Una de las colas que se formó durante la fiesta del cine del pasado mes de octubre

Especial: Lo mejor del año

Decía el teórico George Steiner que una de las funciones de la crítica (y del arte) pasa por "ampliar y complicar el mapa de la sensibilidad". A la confortable tradición crítica, acomodada en el apocalipsis de la nostalgia cinéfila, no le ha quedado más remedio que responder a ese insoslayable requerimiento en un año en que, definitivamente, las señales de un cine determinado a resquebrajar toda una serie de conceptos -la ruptura de convenciones estéticas y argumentales, la apertura de nuevas ventanas y formas de producción, el relevo generacional de unos autores inscritos en la cultura audiovisual del tercer milenio, etc.- ya son plenamente visibles.



Aquello que era tan evidente para algunos tiempo atrás, como reflejaron ya las votaciones de 2012 de El Cultural, no ha podido ser ignorado por las miradas consabidas y hasta institucionales, y el empuje de ese "otro cine español" que hasta hace no mucho se observaba con escepticismo, es a día de hoy, como consecuencia de un año extraordinariamente rico en propuestas audaces y revulsivas, una realidad ineludible. Las cinco películas españolas que los críticos han considerado lo mejor de 2013 -y que podrían haber sido muchas más: Los ilusos, Caníbal, La casa Emak Bakia, Ilusión, Arraianos, Historia de mi muerte, Costa da morte, Dime quién era Sanchicorrota…-, parecen responder plenamente a esa necesidad de ampliar y complicar el mapa de la sensibilidad cinematográfica.



Son todas ellas películas de carácter posibilista, que no se plantean quimeras de producción, elaboradas al margen de casi todo -Gente en sitios, Mapa, El muerto y ser feliz-, realizadas por cineastas debutantes -Fernando Franco, León Siminiani, Mar Coll- o nombres sin el marchamo popular -Juan Cavestany y Javier Rebollo-, que lidian con varios de los desafíos fílmicos más estimables del cine contemporáneo y que se ofrecen como alegorías de un país que, como en la película de Cavestany, tiene que aprender de nuevo a caminar y respirar.

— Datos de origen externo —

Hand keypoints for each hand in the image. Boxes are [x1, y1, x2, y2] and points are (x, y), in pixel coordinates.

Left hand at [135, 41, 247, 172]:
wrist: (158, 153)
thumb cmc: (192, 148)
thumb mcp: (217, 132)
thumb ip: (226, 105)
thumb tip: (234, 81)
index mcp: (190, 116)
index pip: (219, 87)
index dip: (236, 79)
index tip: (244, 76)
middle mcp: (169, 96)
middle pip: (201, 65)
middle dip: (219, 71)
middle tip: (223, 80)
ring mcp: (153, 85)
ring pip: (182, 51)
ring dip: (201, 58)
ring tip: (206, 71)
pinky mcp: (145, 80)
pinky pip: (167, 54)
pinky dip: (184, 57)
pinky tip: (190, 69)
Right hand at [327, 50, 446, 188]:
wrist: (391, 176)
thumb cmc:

Desde la honesta y necesaria militancia, sus fotogramas respiran la transformación de paradigmas, ahora que los "prescriptores" del cine ya no solo son los estrenos comerciales. Y es que los márgenes ya han tomado el centro. Al menos desde el punto de vista creativo. He ahí una paradoja en un año de múltiples paradojas. Cuando desde el Gobierno hemos escuchado ataques a la calidad de nuestro cine y las ayudas institucionales se han visto reducidas a cenizas, los creadores han respondido con obras de enorme talento, tanto numérica como cualitativamente, capaces de dar cuenta de las mutaciones del objeto-cine, y que así han sido reconocidas en espacios fuera de nuestras fronteras. Cuando los agoreros lloraban la desaparición de la curiosidad del espectador, surgen nuevas zonas de visionado, salas alternativas y toda suerte de plataformas. Cuando se pinta con pesimismo el futuro de las salas (y del cine entendido como experiencia colectiva), una iniciativa como la Fiesta del Cine viene a mostrarnos que el problema no son las películas, sino el abusivo precio de las entradas, incrementado por el IVA.

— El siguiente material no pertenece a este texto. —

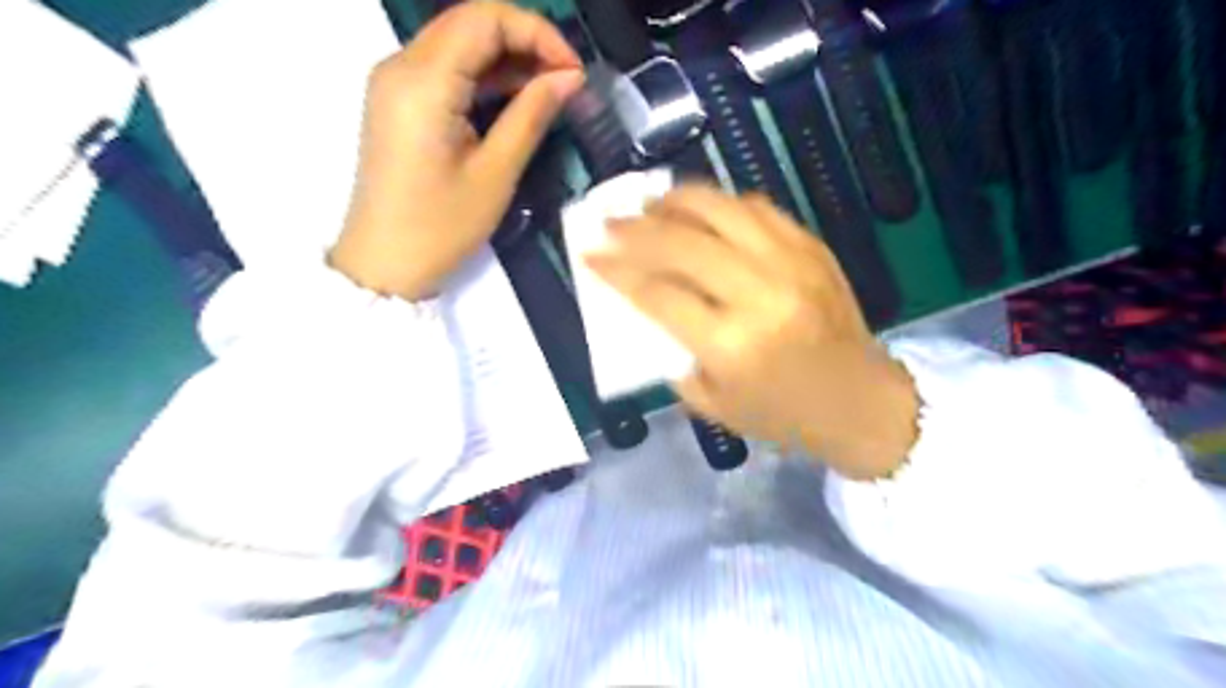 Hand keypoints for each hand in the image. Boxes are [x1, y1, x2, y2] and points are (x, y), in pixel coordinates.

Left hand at [328, 1, 584, 300]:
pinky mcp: (399, 102)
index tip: (574, 71)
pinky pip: (446, 69)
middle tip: (566, 80)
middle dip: (525, 40)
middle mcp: (401, 65)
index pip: (485, 19)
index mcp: (423, 81)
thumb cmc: (441, 227)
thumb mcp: (496, 173)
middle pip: (470, 22)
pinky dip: (484, 76)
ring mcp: (395, 82)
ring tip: (550, 91)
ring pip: (459, 43)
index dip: (538, 32)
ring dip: (508, 58)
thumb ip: (532, 115)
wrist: (385, 263)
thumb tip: (569, 78)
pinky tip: (517, 98)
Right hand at [587, 187, 920, 481]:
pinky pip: (756, 208)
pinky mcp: (811, 247)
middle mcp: (760, 295)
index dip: (616, 270)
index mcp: (731, 345)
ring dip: (674, 201)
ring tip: (649, 205)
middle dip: (634, 229)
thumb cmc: (780, 413)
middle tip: (607, 222)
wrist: (860, 401)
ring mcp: (791, 263)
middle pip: (682, 243)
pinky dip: (719, 204)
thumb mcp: (711, 402)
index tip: (588, 254)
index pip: (657, 293)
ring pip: (720, 210)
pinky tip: (700, 210)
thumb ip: (671, 353)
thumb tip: (642, 304)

Sí, el mapa de la sensibilidad se ha ampliado. Lo ha hecho en nuestro cine español de un modo manifiesto, apostando por la plena regeneración del marco y el contenido creativo -como los cines argentino, rumano o filipino lo hicieron hace unos años, en periodos de tránsito para su realidad social-, en pleno contraste con el aparente conservadurismo que arrojan las creaciones extranjeras más valoradas por nuestros críticos. Realizadas todas ellas por consolidados cineastas americanos y europeos -Tarantino, Anderson, Linklater, Kechiche, Sorrentino-, no dejan de ser grandes obras, arte libre y genuino, pero no "complican" la sensibilidad cinematográfica del modo en que lo han hecho los españoles. Ese enriquecimiento de la(s) pantalla(s) sí debemos celebrarlo como la verdadera fiesta del cine.